Search the material below for the string "五条通り" and list each line that holds it.
________________________
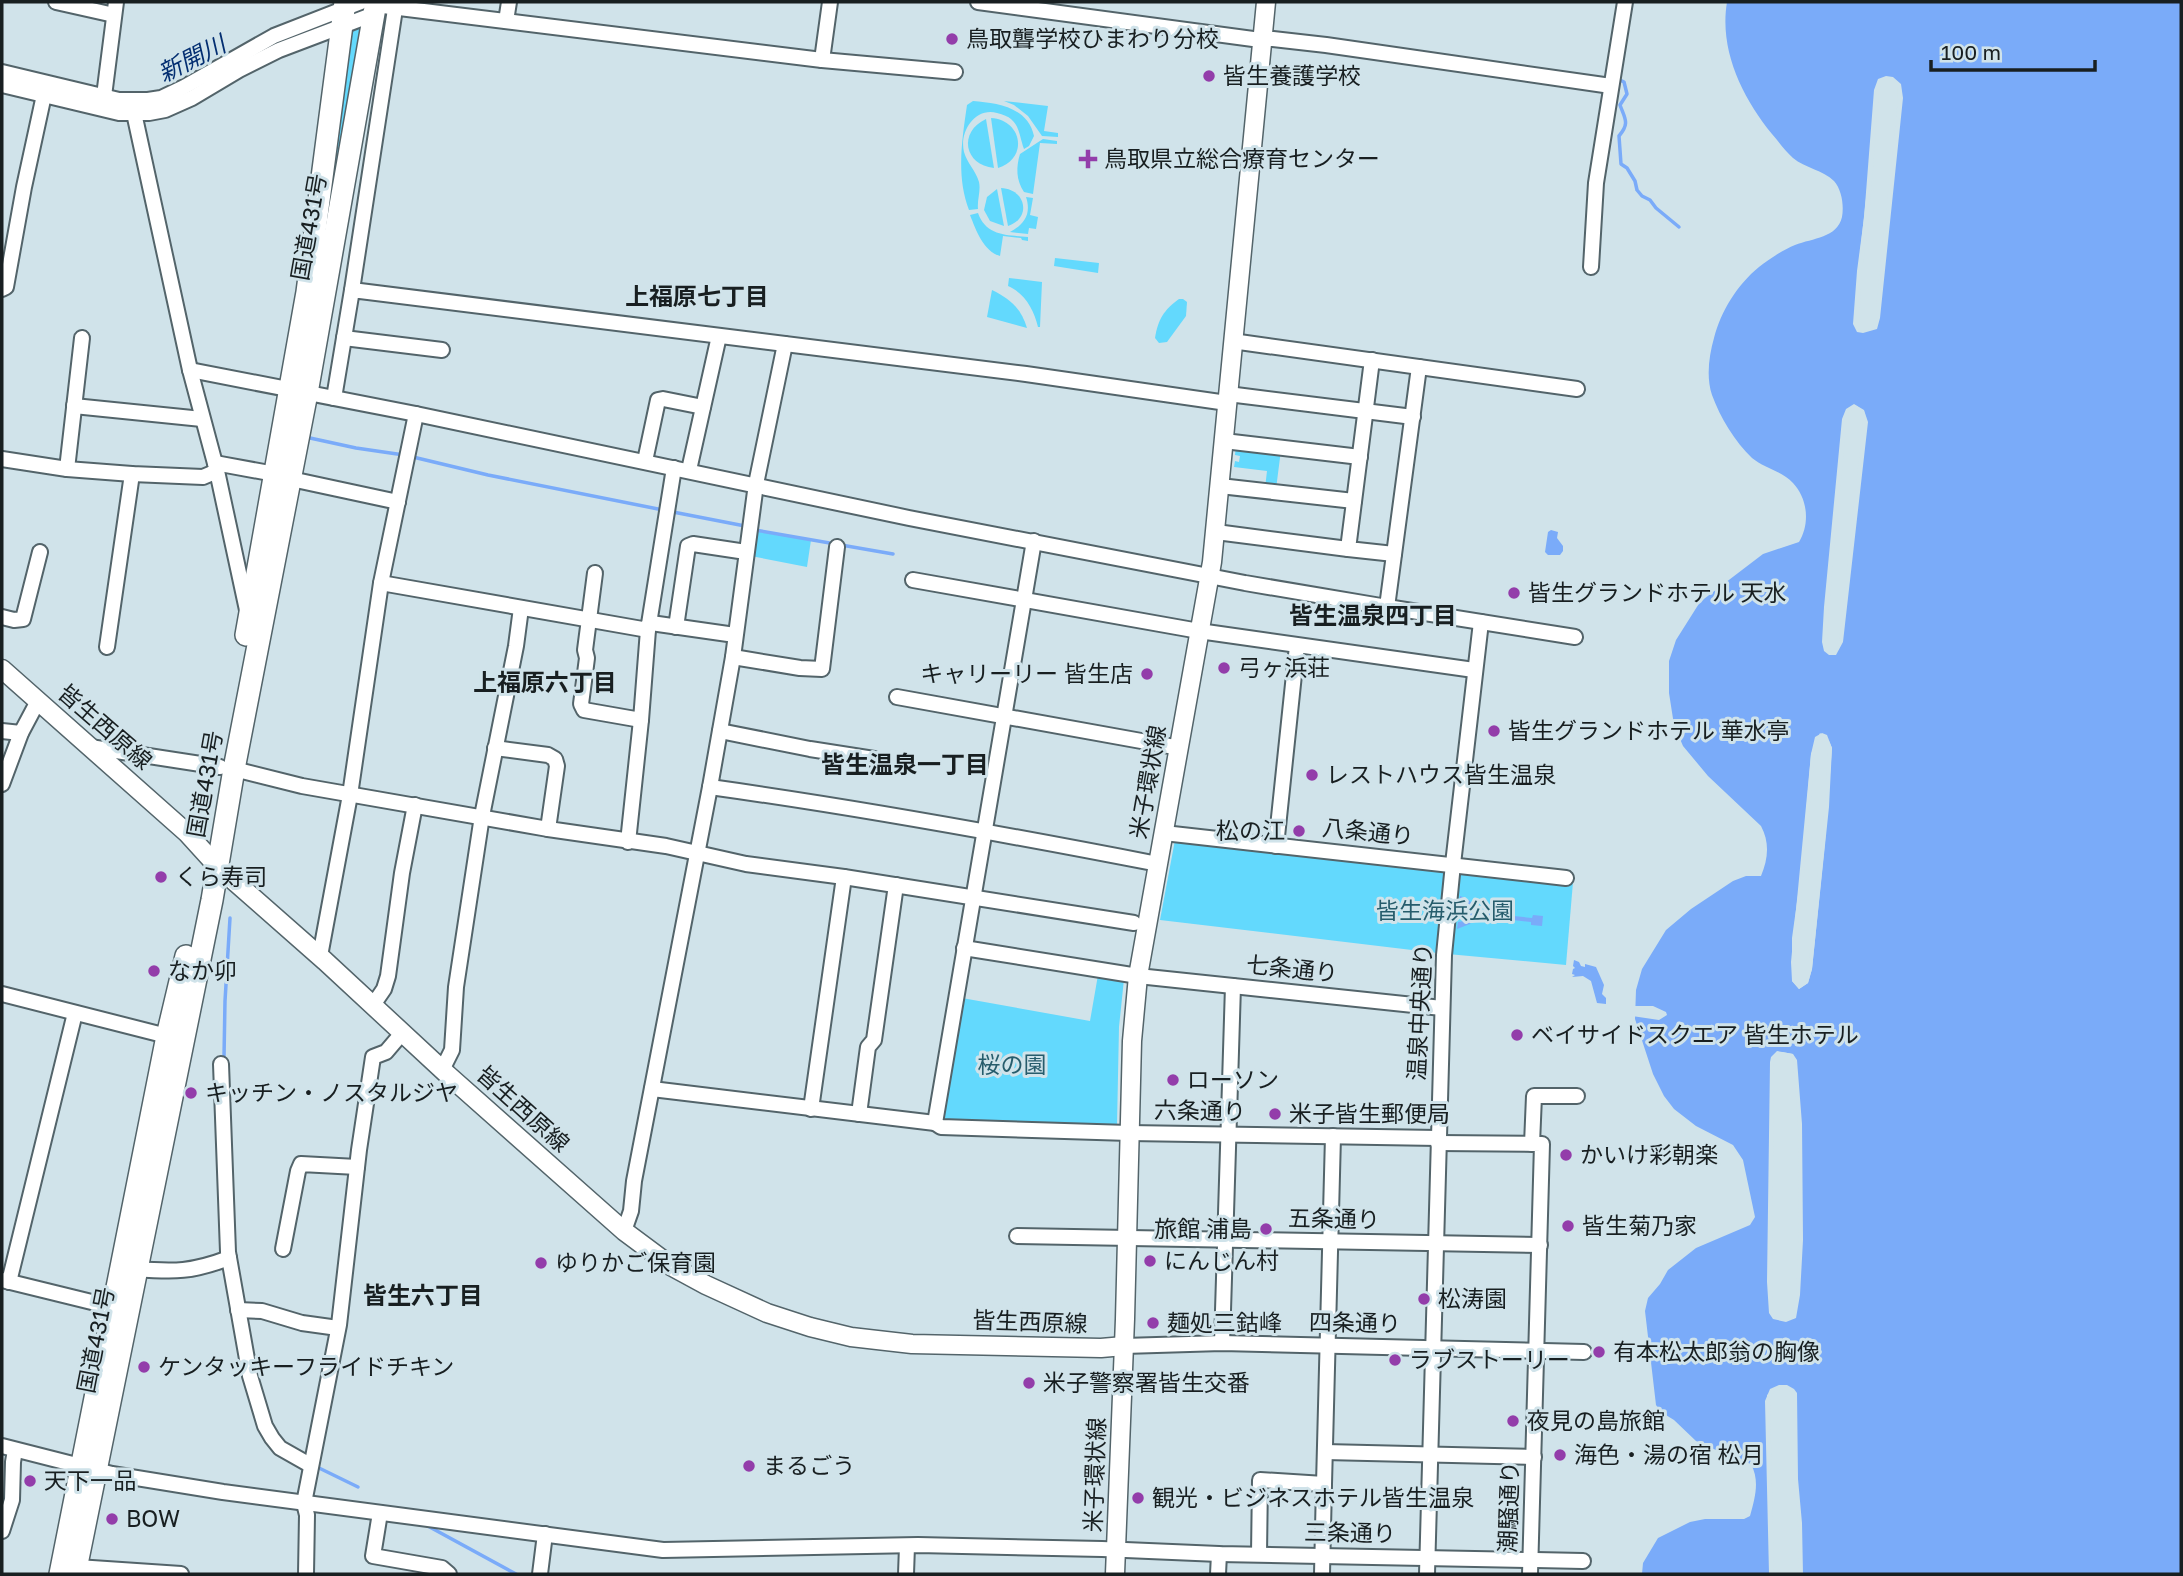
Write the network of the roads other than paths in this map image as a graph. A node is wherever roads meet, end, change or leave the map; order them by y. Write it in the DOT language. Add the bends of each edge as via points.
graph roads {
  1 [pos="55,2"];
  2 [pos="509,2"];
  3 [pos="830,2"];
  4 [pos="987,2"];
  5 [pos="1266,2"];
  6 [pos="1625,2"];
  7 [pos="1057,7"];
  8 [pos="115,8"];
  9 [pos="357,10"];
  10 [pos="506,21"];
  11 [pos="1263,38"];
  12 [pos="822,60"];
  13 [pos="236,64"];
  14 [pos="2,72"];
  15 [pos="955,72"];
  16 [pos="2,85"];
  17 [pos="1611,86"];
  18 [pos="44,95"];
  19 [pos="104,96"];
  20 [pos="134,107"];
  21 [pos="1591,267"];
  22 [pos="2,289"];
  23 [pos="352,290"];
  24 [pos="719,335"];
  25 [pos="82,338"];
  26 [pos="344,338"];
  27 [pos="1232,341"];
  28 [pos="785,344"];
  29 [pos="442,350"];
  30 [pos="1372,360"];
  31 [pos="1419,367"];
  32 [pos="191,370"];
  33 [pos="1577,389"];
  34 [pos="299,391"];
  35 [pos="334,398"];
  36 [pos="1227,398"];
  37 [pos="74,405"];
  38 [pos="704,407"];
  39 [pos="1366,411"];
  40 [pos="416,414"];
  41 [pos="1413,417"];
  42 [pos="202,419"];
  43 [pos="1224,440"];
  44 [pos="1360,457"];
  45 [pos="2,459"];
  46 [pos="645,461"];
  47 [pos="216,467"];
  48 [pos="674,468"];
  49 [pos="67,469"];
  50 [pos="690,471"];
  51 [pos="132,474"];
  52 [pos="283,476"];
  53 [pos="755,484"];
  54 [pos="1220,486"];
  55 [pos="1354,501"];
  56 [pos="398,502"];
  57 [pos="1216,532"];
  58 [pos="1034,541"];
  59 [pos="836,547"];
  60 [pos="1348,549"];
  61 [pos="40,552"];
  62 [pos="746,552"];
  63 [pos="1394,554"];
  64 [pos="595,573"];
  65 [pos="1210,576"];
  66 [pos="913,580"];
  67 [pos="381,583"];
  68 [pos="1024,600"];
  69 [pos="1387,607"];
  70 [pos="521,608"];
  71 [pos="2,617"];
  72 [pos="249,618"];
  73 [pos="588,620"];
  74 [pos="1481,622"];
  75 [pos="650,626"];
  76 [pos="676,627"];
  77 [pos="1199,631"];
  78 [pos="735,635"];
  79 [pos="1575,636"];
  80 [pos="1297,646"];
  81 [pos="107,647"];
  82 [pos="733,657"];
  83 [pos="2,668"];
  84 [pos="1474,670"];
  85 [pos="897,697"];
  86 [pos="38,701"];
  87 [pos="1003,716"];
  88 [pos="640,720"];
  89 [pos="2,731"];
  90 [pos="720,731"];
  91 [pos="21,733"];
  92 [pos="90,747"];
  93 [pos="495,748"];
  94 [pos="1180,748"];
  95 [pos="874,759"];
  96 [pos="227,768"];
  97 [pos="2,783"];
  98 [pos="710,788"];
  99 [pos="350,795"];
  100 [pos="415,805"];
  101 [pos="482,816"];
  102 [pos="548,829"];
  103 [pos="984,830"];
  104 [pos="1164,833"];
  105 [pos="628,842"];
  106 [pos="1276,846"];
  107 [pos="697,853"];
  108 [pos="212,859"];
  109 [pos="1158,864"];
  110 [pos="1453,864"];
  111 [pos="844,877"];
  112 [pos="1566,878"];
  113 [pos="896,885"];
  114 [pos="972,897"];
  115 [pos="1134,923"];
  116 [pos="964,948"];
  117 [pos="320,956"];
  118 [pos="1138,976"];
  119 [pos="1233,986"];
  120 [pos="2,994"];
  121 [pos="373,1005"];
  122 [pos="1442,1008"];
  123 [pos="75,1013"];
  124 [pos="403,1032"];
  125 [pos="167,1036"];
  126 [pos="221,1064"];
  127 [pos="442,1070"];
  128 [pos="652,1089"];
  129 [pos="1577,1096"];
  130 [pos="810,1108"];
  131 [pos="859,1114"];
  132 [pos="935,1124"];
  133 [pos="1129,1133"];
  134 [pos="1230,1134"];
  135 [pos="1333,1136"];
  136 [pos="1438,1140"];
  137 [pos="1537,1145"];
  138 [pos="357,1167"];
  139 [pos="624,1231"];
  140 [pos="1017,1236"];
  141 [pos="1127,1239"];
  142 [pos="1227,1241"];
  143 [pos="1331,1242"];
  144 [pos="1435,1243"];
  145 [pos="1540,1245"];
  146 [pos="282,1249"];
  147 [pos="229,1258"];
  148 [pos="136,1269"];
  149 [pos="5,1281"];
  150 [pos="112,1307"];
  151 [pos="238,1310"];
  152 [pos="338,1328"];
  153 [pos="1222,1343"];
  154 [pos="1124,1346"];
  155 [pos="1328,1346"];
  156 [pos="1433,1348"];
  157 [pos="1537,1351"];
  158 [pos="1584,1352"];
  159 [pos="9,1448"];
  160 [pos="1325,1452"];
  161 [pos="1430,1454"];
  162 [pos="1534,1457"];
  163 [pos="310,1465"];
  164 [pos="89,1468"];
  165 [pos="1324,1484"];
  166 [pos="304,1503"];
  167 [pos="380,1513"];
  168 [pos="2,1531"];
  169 [pos="545,1534"];
  170 [pos="906,1546"];
  171 [pos="1117,1550"];
  172 [pos="1219,1554"];
  173 [pos="1259,1554"];
  174 [pos="1323,1556"];
  175 [pos="1427,1557"];
  176 [pos="1583,1561"];
  177 [pos="1530,1568"];
  178 [pos="71,1572"];
  179 [pos="116,1572"];
  180 [pos="181,1574"];
  181 [pos="306,1574"];
  182 [pos="449,1574"];
  183 [pos="540,1574"];
  184 [pos="906,1574"];
  185 [pos="1115,1574"];
  186 [pos="1218,1574"];
  187 [pos="1322,1574"];
  188 [pos="1427,1574"];
  1 -- 8 [label="street"];
  2 -- 10 [label="street"];
  3 -- 12 [label="street"];
  4 -- 7 [label="street"];
  5 -- 11 [label="main road, 米子環状線"];
  6 -- 17 [label="street"];
  7 -- 11 [label="street"];
  8 -- 19 [label="street"];
  9 -- 10 [label="street"];
  9 -- 13 [label="street" via="279,50"];
  9 -- 13 [label="street" via="274,36"];
  9 -- 23 [label="street"];
  9 -- 34 [label="highway, 国道431号"];
  9 -- 34 [label="highway, 国道431号" via="307,292"];
  10 -- 12 [label="street"];
  11 -- 17 [label="street"];
  11 -- 27 [label="main road, 米子環状線"];
  12 -- 15 [label="street"];
  13 -- 20 [label="street" via="179,105 165,110"];
  14 -- 19 [label="street"];
  16 -- 18 [label="street"];
  17 -- 21 [label="street"];
  18 -- 20 [label="street" via="119,113"];
  18 -- 22 [label="street"];
  19 -- 20 [label="street"];
  20 -- 32 [label="street"];
  23 -- 24 [label="street"];
  23 -- 26 [label="street"];
  24 -- 28 [label="street"];
  24 -- 38 [label="street"];
  25 -- 37 [label="street"];
  26 -- 29 [label="street"];
  26 -- 35 [label="street"];
  27 -- 30 [label="street"];
  27 -- 36 [label="main road, 米子環状線"];
  28 -- 36 [label="street"];
  28 -- 53 [label="street"];
  30 -- 31 [label="street"];
  30 -- 39 [label="street"];
  31 -- 33 [label="street"];
  31 -- 41 [label="street"];
  32 -- 34 [label="street"];
  32 -- 42 [label="street"];
  34 -- 35 [label="street"];
  34 -- 52 [label="highway, 国道431号"];
  35 -- 40 [label="street"];
  36 -- 39 [label="street"];
  36 -- 43 [label="main road, 米子環状線"];
  37 -- 42 [label="street"];
  37 -- 49 [label="street"];
  38 -- 46 [label="street" via="658,400"];
  38 -- 50 [label="street"];
  39 -- 41 [label="street"];
  39 -- 44 [label="street"];
  40 -- 46 [label="street"];
  40 -- 56 [label="street"];
  41 -- 63 [label="street"];
  42 -- 47 [label="street"];
  43 -- 44 [label="street"];
  43 -- 54 [label="main road, 米子環状線"];
  44 -- 55 [label="street"];
  45 -- 49 [label="street"];
  46 -- 48 [label="street"];
  47 -- 51 [label="street" via="203,477"];
  47 -- 52 [label="street"];
  47 -- 72 [label="street"];
  48 -- 50 [label="street"];
  48 -- 75 [label="street"];
  49 -- 51 [label="street"];
  50 -- 53 [label="street"];
  51 -- 81 [label="street"];
  52 -- 56 [label="street"];
  52 -- 72 [label="highway, 国道431号"];
  52 -- 96 [label="highway, 国道431号"];
  53 -- 58 [label="street"];
  53 -- 62 [label="street"];
  54 -- 55 [label="street"];
  54 -- 57 [label="main road, 米子環状線"];
  55 -- 60 [label="street"];
  56 -- 67 [label="street"];
  57 -- 60 [label="street"];
  57 -- 65 [label="main road, 米子環状線"];
  58 -- 65 [label="street"];
  58 -- 68 [label="street"];
  59 -- 82 [label="street" via="822,669"];
  60 -- 63 [label="street"];
  61 -- 71 [label="street" via="23,619"];
  62 -- 76 [label="street" via="688,546"];
  62 -- 78 [label="street"];
  63 -- 69 [label="street"];
  64 -- 73 [label="street"];
  65 -- 69 [label="street"];
  65 -- 77 [label="main road, 米子環状線"];
  66 -- 68 [label="street"];
  67 -- 70 [label="street"];
  67 -- 99 [label="street"];
  68 -- 77 [label="street"];
  68 -- 87 [label="street"];
  69 -- 74 [label="street"];
  70 -- 73 [label="street"];
  70 -- 93 [label="street"];
  72 -- 96 [label="highway, 国道431号"];
  73 -- 75 [label="street"];
  73 -- 88 [label="street" via="582,708"];
  74 -- 79 [label="street"];
  74 -- 84 [label="street, 温泉中央通り"];
  75 -- 76 [label="street"];
  75 -- 88 [label="street"];
  76 -- 78 [label="street"];
  77 -- 80 [label="street"];
  77 -- 94 [label="main road, 米子環状線"];
  78 -- 82 [label="street"];
  80 -- 84 [label="street"];
  80 -- 106 [label="street"];
  82 -- 90 [label="street"];
  83 -- 86 [label="main road, 皆生西原線"];
  84 -- 110 [label="street, 温泉中央通り"];
  85 -- 87 [label="street"];
  86 -- 91 [label="street"];
  86 -- 92 [label="main road, 皆生西原線"];
  87 -- 94 [label="street"];
  87 -- 103 [label="street"];
  88 -- 105 [label="street"];
  89 -- 91 [label="street"];
  90 -- 95 [label="street"];
  90 -- 98 [label="street"];
  91 -- 97 [label="street"];
  92 -- 96 [label="street"];
  92 -- 108 [label="main road, 皆生西原線"];
  93 -- 101 [label="street"];
  93 -- 102 [label="street" via="555,759"];
  94 -- 104 [label="main road, 米子環状線"];
  96 -- 99 [label="street"];
  96 -- 108 [label="highway, 国道431号"];
  98 -- 103 [label="street"];
  98 -- 107 [label="street"];
  99 -- 100 [label="street"];
  99 -- 117 [label="street"];
  100 -- 101 [label="street"];
  100 -- 121 [label="street" via="388,976"];
  101 -- 102 [label="street"];
  101 -- 127 [label="street" via="456,987 452,1049"];
  102 -- 105 [label="street"];
  103 -- 109 [label="street"];
  103 -- 114 [label="street"];
  104 -- 106 [label="street, 八条通り"];
  104 -- 109 [label="main road, 米子環状線"];
  105 -- 107 [label="street"];
  106 -- 110 [label="street, 八条通り"];
  107 -- 111 [label="street"];
  107 -- 128 [label="street"];
  108 -- 117 [label="main road, 皆生西原線"];
  108 -- 125 [label="highway, 国道431号"];
  108 -- 148 [label="highway, 国道431号"];
  109 -- 118 [label="main road, 米子環状線"];
  110 -- 112 [label="street, 八条通り"];
  110 -- 122 [label="street, 温泉中央通り"];
  111 -- 113 [label="street"];
  111 -- 130 [label="street"];
  113 -- 114 [label="street"];
  113 -- 131 [label="street"];
  114 -- 115 [label="street"];
  114 -- 116 [label="street"];
  116 -- 118 [label="street, 七条通り"];
  116 -- 132 [label="street"];
  117 -- 121 [label="main road, 皆生西原線"];
  118 -- 119 [label="street, 七条通り"];
  118 -- 133 [label="main road, 米子環状線"];
  119 -- 122 [label="street, 七条通り"];
  119 -- 134 [label="street"];
  120 -- 123 [label="street"];
  121 -- 124 [label="main road, 皆生西原線"];
  122 -- 136 [label="street, 温泉中央通り"];
  123 -- 125 [label="street"];
  123 -- 149 [label="street"];
  124 -- 127 [label="main road, 皆生西原線"];
  124 -- 138 [label="street" via="386,1052 373,1057"];
  125 -- 150 [label="highway, 国道431号"];
  126 -- 147 [label="street"];
  127 -- 139 [label="main road, 皆生西原線"];
  128 -- 130 [label="street, 六条通り"];
  128 -- 139 [label="street"];
  129 -- 137 [label="street, 潮騒通り" via="1534,1096"];
  130 -- 131 [label="street, 六条通り"];
  131 -- 132 [label="street, 六条通り"];
  132 -- 133 [label="street, 六条通り" via="944,1128"];
  133 -- 134 [label="street, 六条通り"];
  133 -- 141 [label="main road, 米子環状線"];
  134 -- 135 [label="street, 六条通り"];
  134 -- 142 [label="street"];
  135 -- 136 [label="street, 六条通り"];
  135 -- 143 [label="street"];
  136 -- 137 [label="street, 六条通り"];
  136 -- 144 [label="street, 温泉中央通り"];
  137 -- 145 [label="street, 潮騒通り"];
  138 -- 146 [label="street" via="301,1164"];
  138 -- 152 [label="street"];
  139 -- 154 [label="main road, 皆生西原線" via="706,1286 823,1331 912,1344"];
  140 -- 141 [label="street, 五条通り"];
  141 -- 142 [label="street, 五条通り"];
  141 -- 154 [label="main road, 米子環状線"];
  142 -- 143 [label="street, 五条通り"];
  142 -- 153 [label="street"];
  143 -- 144 [label="street, 五条通り"];
  143 -- 155 [label="street"];
  144 -- 145 [label="street, 五条通り"];
  144 -- 156 [label="street, 温泉中央通り"];
  145 -- 157 [label="street, 潮騒通り"];
  147 -- 148 [label="street" via="185,1271"];
  147 -- 151 [label="street"];
  148 -- 164 [label="highway, 国道431号"];
  149 -- 150 [label="street"];
  150 -- 164 [label="highway, 国道431号"];
  151 -- 152 [label="street"];
  151 -- 163 [label="street" via="265,1426 280,1448"];
  152 -- 163 [label="street"];
  153 -- 154 [label="street, 四条通り"];
  153 -- 155 [label="street, 四条通り"];
  154 -- 171 [label="main road, 米子環状線"];
  155 -- 156 [label="street, 四条通り"];
  155 -- 160 [label="street"];
  156 -- 157 [label="street, 四条通り"];
  156 -- 161 [label="street, 温泉中央通り"];
  157 -- 158 [label="street, 四条通り"];
  157 -- 162 [label="street, 潮騒通り"];
  159 -- 164 [label="street, 三条通り"];
  159 -- 168 [label="street" via="12,1500"];
  160 -- 161 [label="street"];
  160 -- 165 [label="street"];
  161 -- 162 [label="street"];
  161 -- 175 [label="street, 温泉中央通り"];
  162 -- 177 [label="street, 潮騒通り"];
  163 -- 166 [label="street"];
  164 -- 166 [label="street, 三条通り"];
  164 -- 178 [label="highway, 国道431号"];
  165 -- 173 [label="street" via="1261,1480"];
  165 -- 174 [label="street"];
  166 -- 167 [label="street, 三条通り"];
  166 -- 181 [label="street"];
  167 -- 169 [label="street, 三条通り"];
  167 -- 182 [label="street" via="373,1556 442,1567"];
  169 -- 170 [label="street, 三条通り" via="666,1551"];
  169 -- 183 [label="street"];
  170 -- 171 [label="street, 三条通り"];
  170 -- 184 [label="street"];
  171 -- 172 [label="street, 三条通り"];
  171 -- 185 [label="main road, 米子環状線"];
  172 -- 173 [label="street, 三条通り"];
  172 -- 186 [label="street"];
  173 -- 174 [label="street, 三条通り"];
  174 -- 175 [label="street, 三条通り"];
  174 -- 187 [label="street"];
  175 -- 177 [label="street, 三条通り"];
  175 -- 188 [label="street, 温泉中央通り"];
  176 -- 177 [label="street, 三条通り"];
  178 -- 179 [label="street"];
  179 -- 180 [label="street"];
}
________________________
Exercise output:
  140 -- 141 [label="street, 五条通り"];
  141 -- 142 [label="street, 五条通り"];
  142 -- 143 [label="street, 五条通り"];
  143 -- 144 [label="street, 五条通り"];
  144 -- 145 [label="street, 五条通り"];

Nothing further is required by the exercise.